In order to achieve the phenomenal, promised returns for leveraged ETFs, managers must vigilantly watch over the funds, maintaining equal proportions of debt and equity at all times. For example, if the market drops, a manager will need to sell many shares in order to reduce the debt level and hold the necessary ratio. This applies to a bull market in reverse (ie. if the market goes up, shares must be bought to get back to the correct amount of leverage). This incredible amount of turnover through constant buying and selling increases exposure to the market, and therefore, volatility.
Let’s take a step back – remember, the goal here is doubling the daily return, not annual, quarterly, or even weekly. This means that daily returns are compounded (or reset) at the close of each trading day. The ultimate effect of this strategy is that in the midst of daily debt/equity rebalancing within the fund, any losses are locked in and total asset levels decline. This game of musical chairs with portfolio holdings makes it harder to recover when the market rises again; these effects are amplified in times of market volatility. Financial experts have called this the “Constant Leverage Trap,” and it can be responsible for negative returns over the long-term even if the market has been on an overall upswing due to the creation of multiple negative returns. So, buy-and-hold investors, beware: the longer they’re held, the less correlation there is between the projected fund returns and the actual index performance.

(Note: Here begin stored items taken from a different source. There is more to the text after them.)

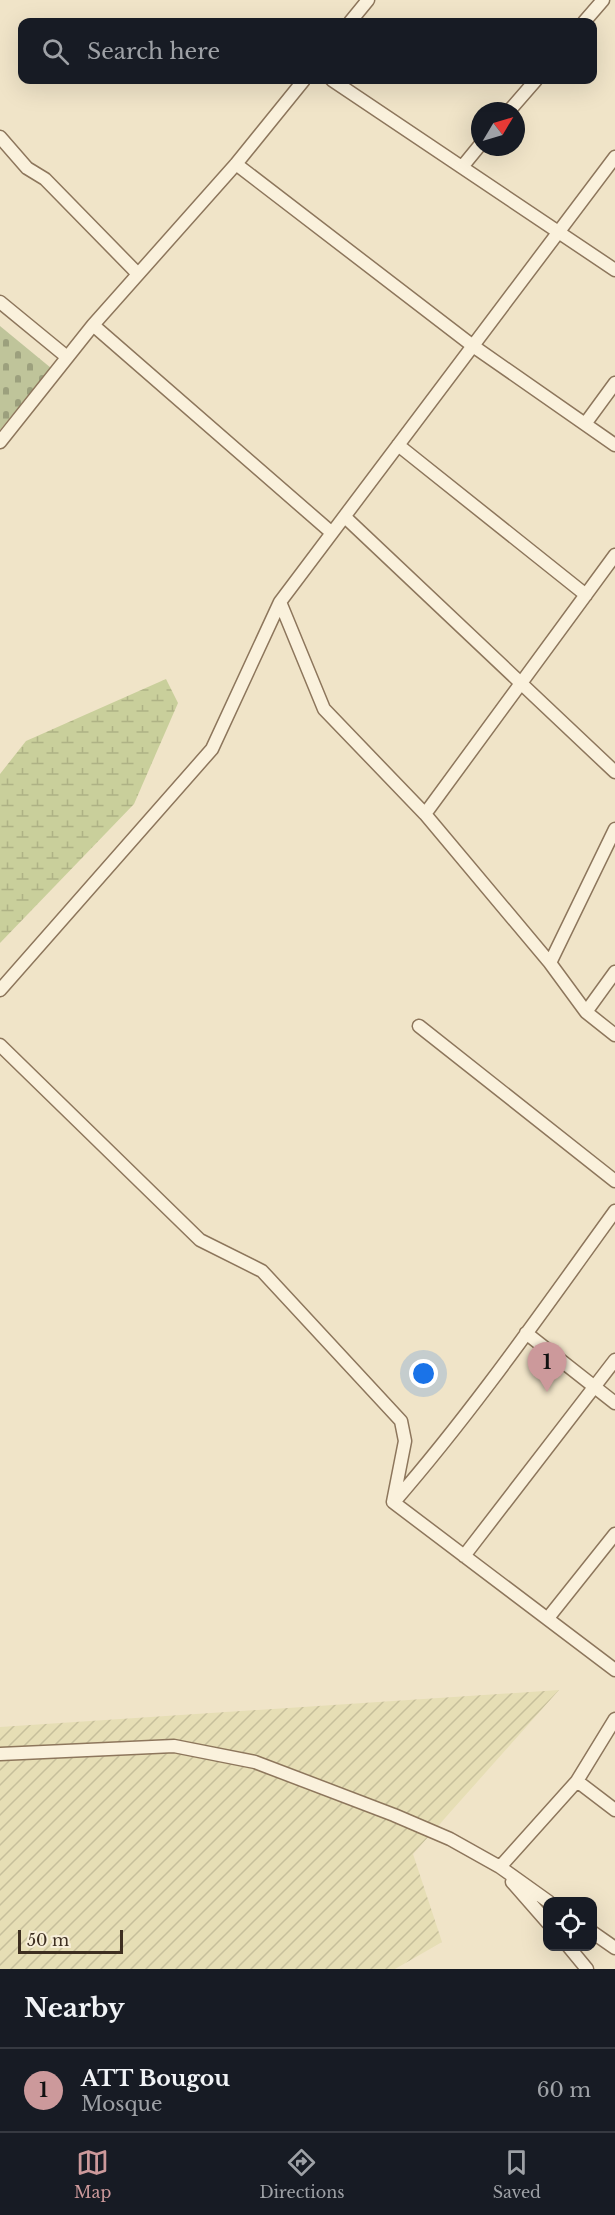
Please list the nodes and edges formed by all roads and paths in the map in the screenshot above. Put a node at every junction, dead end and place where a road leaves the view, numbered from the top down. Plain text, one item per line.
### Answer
1 (368, 0) edge
2 (603, 0) edge
3 (353, 18) edge
4 (587, 18) edge
5 (301, 84) edge
6 (338, 84) edge
7 (533, 84) edge
8 (517, 102) edge
9 (0, 137) edge
10 (471, 156) edge
11 (615, 157) edge
12 (236, 164) junction
13 (462, 167) junction
14 (558, 233) junction
15 (615, 270) edge
16 (138, 274) junction
17 (0, 302) edge
18 (93, 325) junction
19 (473, 346) junction
20 (67, 357) junction
21 (615, 382) edge
22 (585, 424) junction
23 (0, 442) edge
24 (398, 445) junction
25 (615, 445) edge
26 (345, 517) junction
27 (332, 533) junction
28 (614, 560) edge
29 (586, 595) junction
30 (280, 602) junction
31 (522, 681) junction
32 (615, 772) edge
33 (425, 814) junction
34 (615, 829) edge
35 (550, 963) junction
36 (615, 972) edge
37 (0, 990) edge
38 (586, 1012) junction
39 (419, 1026) dead end
40 (615, 1035) edge
41 (0, 1046) edge
42 (615, 1181) edge
43 (615, 1211) edge
44 (526, 1334) junction
45 (615, 1360) edge
46 (594, 1387) junction
47 (615, 1403) edge
48 (393, 1502) junction
49 (615, 1534) edge
50 (464, 1556) junction
51 (548, 1618) junction
52 (615, 1670) edge
53 (615, 1719) edge
54 (0, 1754) edge
55 (577, 1781) junction
56 (615, 1810) edge
57 (500, 1868) junction
58 (543, 1898) edge
59 (543, 1917) edge
60 (597, 1935) edge
61 (615, 1948) edge
62 (571, 1951) edge
63 (587, 1969) edge

1 - 3 street
2 - 4 street
5 - 12 street
6 - 13 street
7 - 8 street
9 - 16 street
10 - 13 street
11 - 14 street
12 - 16 street
12 - 19 street
13 - 14 street
14 - 15 street
14 - 19 street
16 - 18 street
17 - 20 street
18 - 20 street
18 - 27 street
19 - 22 street
19 - 24 street
20 - 23 street
21 - 22 street
22 - 25 street
24 - 26 street
24 - 29 street
26 - 27 street
26 - 31 street
27 - 30 street
28 - 29 street
29 - 31 street
30 - 33 street
30 - 37 street
31 - 32 street
31 - 33 street
33 - 35 street
34 - 35 street
35 - 38 street
36 - 38 street
38 - 40 street
39 - 42 street
41 - 48 street
43 - 44 street
44 - 46 street
44 - 48 street
45 - 46 street
46 - 47 street
46 - 50 street
48 - 50 street
49 - 51 street
50 - 51 street
51 - 52 street
53 - 55 street
54 - 57 street
55 - 56 street
55 - 57 street
57 - 58 street
57 - 59 street
60 - 61 street
62 - 63 street

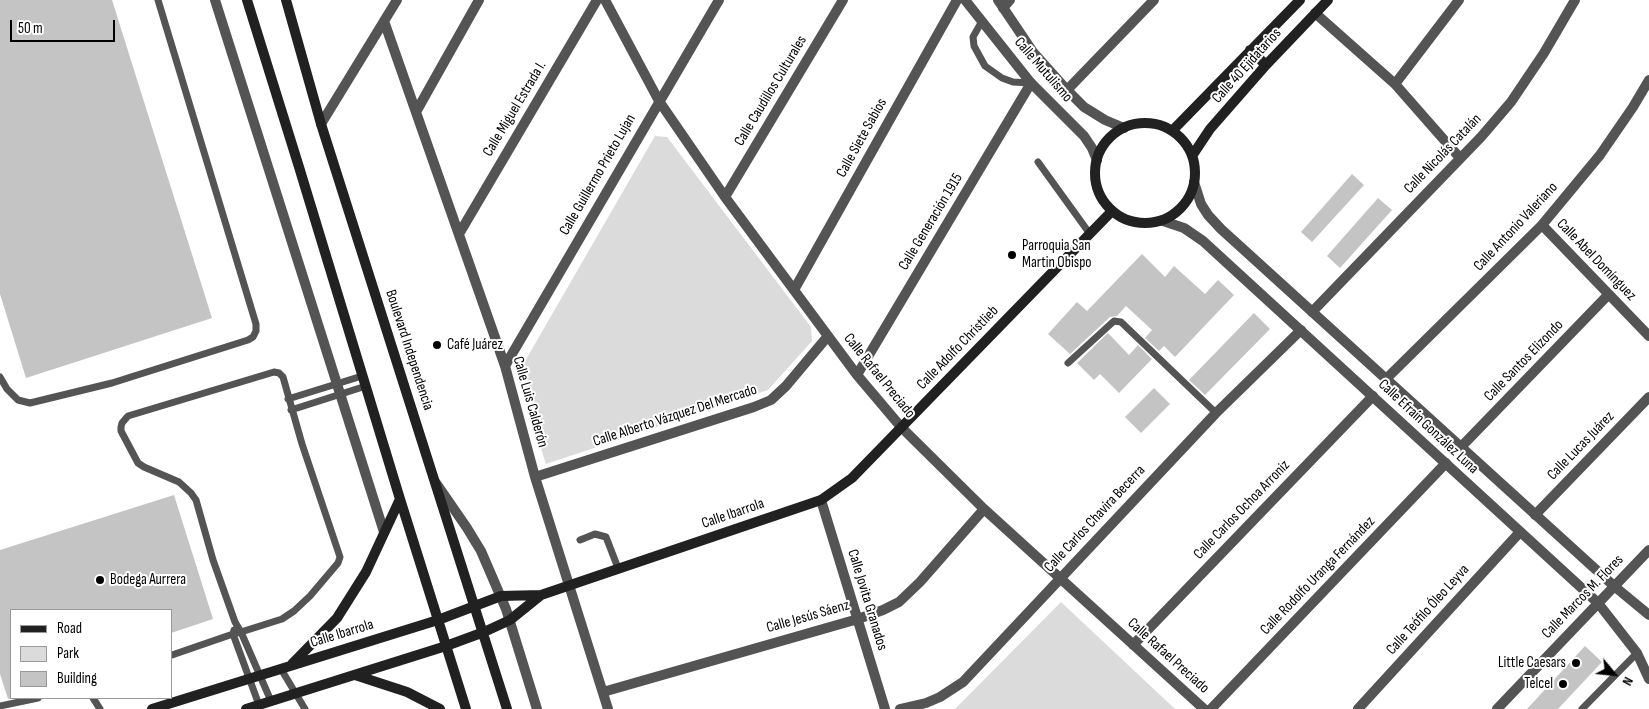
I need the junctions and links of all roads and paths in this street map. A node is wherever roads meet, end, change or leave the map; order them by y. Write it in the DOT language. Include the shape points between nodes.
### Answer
graph roads {
  1 [pos="158,0"];
  2 [pos="215,0"];
  3 [pos="246,0"];
  4 [pos="286,0"];
  5 [pos="396,0"];
  6 [pos="479,0"];
  7 [pos="597,0"];
  8 [pos="605,0"];
  9 [pos="719,0"];
  10 [pos="843,0"];
  11 [pos="957,0"];
  12 [pos="965,0"];
  13 [pos="1154,0"];
  14 [pos="1300,0"];
  15 [pos="1328,0"];
  16 [pos="1459,0"];
  17 [pos="1575,0"];
  18 [pos="1004,2"];
  19 [pos="1315,13"];
  20 [pos="384,21"];
  21 [pos="982,21"];
  22 [pos="1250,50"];
  23 [pos="1266,65"];
  24 [pos="1649,80"];
  25 [pos="1031,83"];
  26 [pos="1395,84"];
  27 [pos="1066,90"];
  28 [pos="659,100"];
  29 [pos="416,112"];
  30 [pos="321,124"];
  31 [pos="1124,128"];
  32 [pos="1172,131"];
  33 [pos="1192,156"];
  34 [pos="1460,158"];
  35 [pos="1097,160"];
  36 [pos="1038,162"];
  37 [pos="1194,182"];
  38 [pos="725,197"];
  39 [pos="1112,211"];
  40 [pos="1163,220"];
  41 [pos="1542,225"];
  42 [pos="458,234"];
  43 [pos="1090,234"];
  44 [pos="794,290"];
  45 [pos="1608,295"];
  46 [pos="1312,312"];
  47 [pos="1301,330"];
  48 [pos="828,336"];
  49 [pos="1649,336"];
  50 [pos="1068,363"];
  51 [pos="505,366"];
  52 [pos="857,375"];
  53 [pos="0,377"];
  54 [pos="1386,379"];
  55 [pos="364,381"];
  56 [pos="336,383"];
  57 [pos="340,394"];
  58 [pos="1373,396"];
  59 [pos="1649,397"];
  60 [pos="288,398"];
  61 [pos="291,410"];
  62 [pos="1216,413"];
  63 [pos="901,428"];
  64 [pos="1461,447"];
  65 [pos="1446,463"];
  66 [pos="535,477"];
  67 [pos="436,483"];
  68 [pos="400,499"];
  69 [pos="820,500"];
  70 [pos="984,509"];
  71 [pos="1536,515"];
  72 [pos="384,532"];
  73 [pos="1520,532"];
  74 [pos="580,540"];
  75 [pos="1649,550"];
  76 [pos="618,568"];
  77 [pos="1060,578"];
  78 [pos="570,585"];
  79 [pos="1614,586"];
  80 [pos="541,595"];
  81 [pos="501,596"];
  82 [pos="1598,603"];
  83 [pos="476,605"];
  84 [pos="1649,615"];
  85 [pos="858,619"];
  86 [pos="438,620"];
  87 [pos="510,620"];
  88 [pos="235,622"];
  89 [pos="241,632"];
  90 [pos="484,632"];
  91 [pos="233,634"];
  92 [pos="1133,645"];
  93 [pos="446,646"];
  94 [pos="1637,653"];
  95 [pos="172,655"];
  96 [pos="285,667"];
  97 [pos="354,675"];
  98 [pos="254,677"];
  99 [pos="1649,680"];
  100 [pos="603,692"];
  101 [pos="295,694"];
  102 [pos="35,699"];
  103 [pos="271,702"];
  104 [pos="259,705"];
  105 [pos="0,706"];
  106 [pos="9,707"];
  107 [pos="152,709"];
  108 [pos="246,709"];
  109 [pos="305,709"];
  110 [pos="440,709"];
  111 [pos="466,709"];
  112 [pos="507,709"];
  113 [pos="537,709"];
  114 [pos="608,709"];
  115 [pos="885,709"];
  116 [pos="900,709"];
  117 [pos="1204,709"];
  118 [pos="1212,709"];
  119 [pos="1358,709"];
  120 [pos="1497,709"];
  121 [pos="1582,709"];
  1 -- 53 [label="lane" via="256,331 248,340 221,349 112,383 30,403 18,400"];
  2 -- 56 [label="street"];
  3 -- 55 [label="main road"];
  4 -- 30 [label="main road, Boulevard Independencia"];
  5 -- 20 [label="street"];
  6 -- 29 [label="street"];
  7 -- 42 [label="street, Calle Miguel Estrada I."];
  8 -- 28 [label="street, Calle Rafael Preciado"];
  9 -- 28 [label="street, Calle Guillermo Prieto Lujan"];
  10 -- 38 [label="street, Calle Caudillos Culturales"];
  11 -- 44 [label="street, Calle Siete Sabios"];
  12 -- 21 [label="street, Calle Mutulismo"];
  13 -- 27 [label="street"];
  14 -- 22 [label="main road, Calle 40 Ejidatarios"];
  15 -- 19 [label="main road, Calle 40 Ejidatarios"];
  16 -- 26 [label="street"];
  17 -- 34 [label="street, Calle Nicolás Catalán" via="1511,102"];
  18 -- 27 [label="street, Calle Mutulismo" via="1032,52"];
  19 -- 23 [label="main road, Calle 40 Ejidatarios"];
  19 -- 26 [label="street"];
  20 -- 29 [label="street, Calle Luis Calderón"];
  20 -- 30 [label="street"];
  21 -- 25 [label="street, Calle Mutulismo"];
  21 -- 25 [label="lane" via="973,37 974,46 985,66 1002,78"];
  22 -- 23 [label="main road"];
  22 -- 32 [label="main road, Calle 40 Ejidatarios"];
  23 -- 33 [label="main road, Calle 40 Ejidatarios" via="1210,129"];
  24 -- 41 [label="street, Calle Antonio Valeriano" via="1600,155"];
  25 -- 35 [label="street, Calle Mutulismo" via="1084,136"];
  25 -- 52 [label="street, Calle Generación 1915"];
  26 -- 34 [label="street"];
  27 -- 31 [label="street, Calle Mutulismo" via="1084,107"];
  28 -- 38 [label="street, Calle Rafael Preciado"];
  28 -- 51 [label="street, Calle Guillermo Prieto Lujan"];
  29 -- 42 [label="street, Calle Luis Calderón"];
  30 -- 67 [label="main road, Boulevard Independencia"];
  31 -- 32 [label="main road" via="1153,124"];
  31 -- 35 [label="main road" via="1104,144"];
  32 -- 33 [label="main road" via="1187,143"];
  33 -- 37 [label="main road"];
  34 -- 46 [label="street, Calle Nicolás Catalán"];
  35 -- 39 [label="main road" via="1096,184"];
  36 -- 43 [label="lane"];
  37 -- 40 [label="main road" via="1188,198 1177,212"];
  37 -- 46 [label="street, Calle Efraín González Luna" via="1208,215"];
  38 -- 44 [label="street, Calle Rafael Preciado"];
  39 -- 40 [label="main road" via="1136,223"];
  39 -- 43 [label="main road, Calle Adolfo Christlieb"];
  40 -- 47 [label="street, Calle Efraín González Luna" via="1184,228 1203,241"];
  41 -- 45 [label="street, Calle Abel Domínguez"];
  41 -- 54 [label="street, Calle Antonio Valeriano"];
  42 -- 51 [label="street, Calle Luis Calderón"];
  43 -- 63 [label="main road, Calle Adolfo Christlieb"];
  44 -- 48 [label="street, Calle Rafael Preciado"];
  45 -- 49 [label="street, Calle Abel Domínguez"];
  45 -- 64 [label="street, Calle Santos Elizondo"];
  46 -- 54 [label="street, Calle Efraín González Luna"];
  47 -- 58 [label="street, Calle Efraín González Luna"];
  47 -- 62 [label="street, Calle Carlos Chavira Becerra"];
  48 -- 52 [label="street, Calle Rafael Preciado"];
  48 -- 66 [label="street, Calle Alberto Vázquez Del Mercado" via="772,400"];
  50 -- 62 [label="lane" via="1114,321 1121,322"];
  51 -- 66 [label="street, Calle Luis Calderón"];
  52 -- 63 [label="street, Calle Rafael Preciado"];
  54 -- 64 [label="street, Calle Efraín González Luna"];
  55 -- 56 [label="lane"];
  55 -- 57 [label="lane"];
  55 -- 68 [label="main road"];
  56 -- 57 [label="street"];
  56 -- 60 [label="lane"];
  57 -- 61 [label="lane"];
  57 -- 72 [label="street"];
  58 -- 65 [label="street, Calle Efraín González Luna"];
  58 -- 92 [label="street, Calle Carlos Ochoa Arroniz"];
  59 -- 71 [label="street, Calle Lucas Juárez"];
  60 -- 61 [label="lane"];
  60 -- 88 [label="lane" via="283,377 274,372 128,416 122,423 121,431 138,463 179,482 196,500"];
  61 -- 89 [label="lane" via="340,557 322,583 294,611 282,619"];
  62 -- 77 [label="street, Calle Carlos Chavira Becerra"];
  63 -- 69 [label="main road, Calle Adolfo Christlieb" via="852,478"];
  63 -- 70 [label="street, Calle Rafael Preciado"];
  64 -- 71 [label="street, Calle Efraín González Luna"];
  65 -- 73 [label="street, Calle Efraín González Luna"];
  65 -- 118 [label="street, Calle Rodolfo Uranga Fernández"];
  66 -- 78 [label="street, Calle Luis Calderón"];
  67 -- 81 [label="street" via="481,551"];
  67 -- 83 [label="main road, Boulevard Independencia"];
  68 -- 72 [label="main road"];
  68 -- 86 [label="main road"];
  69 -- 76 [label="main road, Calle Ibarrola"];
  69 -- 85 [label="street, Calle Jovita Granados"];
  70 -- 77 [label="street, Calle Rafael Preciado"];
  70 -- 85 [label="street, Calle Jesús Sáenz" via="899,602"];
  71 -- 79 [label="street, Calle Efraín González Luna"];
  72 -- 96 [label="main road" via="366,572 337,618"];
  73 -- 82 [label="street, Calle Efraín González Luna"];
  73 -- 119 [label="street, Calle Teófilo Óleo Leyva"];
  74 -- 76 [label="lane" via="595,534 606,537"];
  75 -- 79 [label="street, Calle Marcos M. Flores"];
  76 -- 78 [label="main road, Calle Ibarrola"];
  77 -- 92 [label="street, Calle Rafael Preciado"];
  77 -- 116 [label="street, Calle Carlos Chavira Becerra" via="963,682 940,698"];
  78 -- 80 [label="main road, Calle Ibarrola"];
  78 -- 100 [label="street, Calle Luis Calderón"];
  79 -- 82 [label="street, Calle Marcos M. Flores"];
  79 -- 84 [label="street, Calle Efraín González Luna"];
  80 -- 81 [label="main road, Calle Ibarrola"];
  80 -- 87 [label="main road, Calle Ibarrola"];
  81 -- 83 [label="main road, Calle Ibarrola"];
  81 -- 87 [label="street"];
  82 -- 94 [label="street, Calle Efraín González Luna"];
  82 -- 120 [label="street, Calle Marcos M. Flores"];
  83 -- 86 [label="main road, Calle Ibarrola"];
  83 -- 90 [label="main road, Boulevard Independencia"];
  85 -- 100 [label="street, Calle Jesús Sáenz"];
  85 -- 115 [label="street, Calle Jovita Granados"];
  86 -- 93 [label="main road"];
  86 -- 96 [label="main road, Calle Ibarrola"];
  87 -- 90 [label="main road, Calle Ibarrola"];
  87 -- 113 [label="street"];
  88 -- 89 [label="lane"];
  88 -- 91 [label="lane"];
  89 -- 91 [label="lane"];
  89 -- 98 [label="lane"];
  90 -- 93 [label="main road, Calle Ibarrola"];
  90 -- 112 [label="main road, Boulevard Independencia"];
  91 -- 95 [label="lane"];
  91 -- 98 [label="lane"];
  92 -- 117 [label="street, Calle Rafael Preciado"];
  93 -- 97 [label="main road, Calle Ibarrola"];
  93 -- 111 [label="main road"];
  94 -- 99 [label="street, Calle Efraín González Luna"];
  94 -- 121 [label="lane"];
  96 -- 98 [label="main road, Calle Ibarrola"];
  96 -- 101 [label="lane"];
  97 -- 101 [label="main road, Calle Ibarrola"];
  97 -- 110 [label="main road" via="407,692"];
  98 -- 103 [label="lane"];
  98 -- 104 [label="lane"];
  98 -- 107 [label="main road, Calle Ibarrola"];
  100 -- 114 [label="street, Calle Luis Calderón"];
  101 -- 103 [label="main road, Calle Ibarrola"];
  101 -- 109 [label="lane"];
  102 -- 106 [label="lane"];
  103 -- 104 [label="main road, Calle Ibarrola"];
  104 -- 108 [label="main road, Calle Ibarrola"];
  105 -- 106 [label="lane"];
}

Because leveraged ETFs may be bought and sold like stock, some sell themselves by claiming to offer greater market exposure with less capital requirements. But you’ll find yourself paying in other ways. The incessant juggling of holdings (to maintain proper leverage ratios) results in higher management and commission fees, transaction costs, and short-term capital gains (a red flag for tax inefficiency).
There is no way to overemphasize this point: Leveraged ETFs are absolutely inappropriate for intermediate and long-term investors. Some financial experts say they’re best suited for market-savvy day-traders, others say only financial professionals should dabble in these highly risky securities, and yet others contend that this breed of investment is best avoided by everyone. In fact, many professional brokers won’t go near them anymore, with several major brokerage firms ending their sales.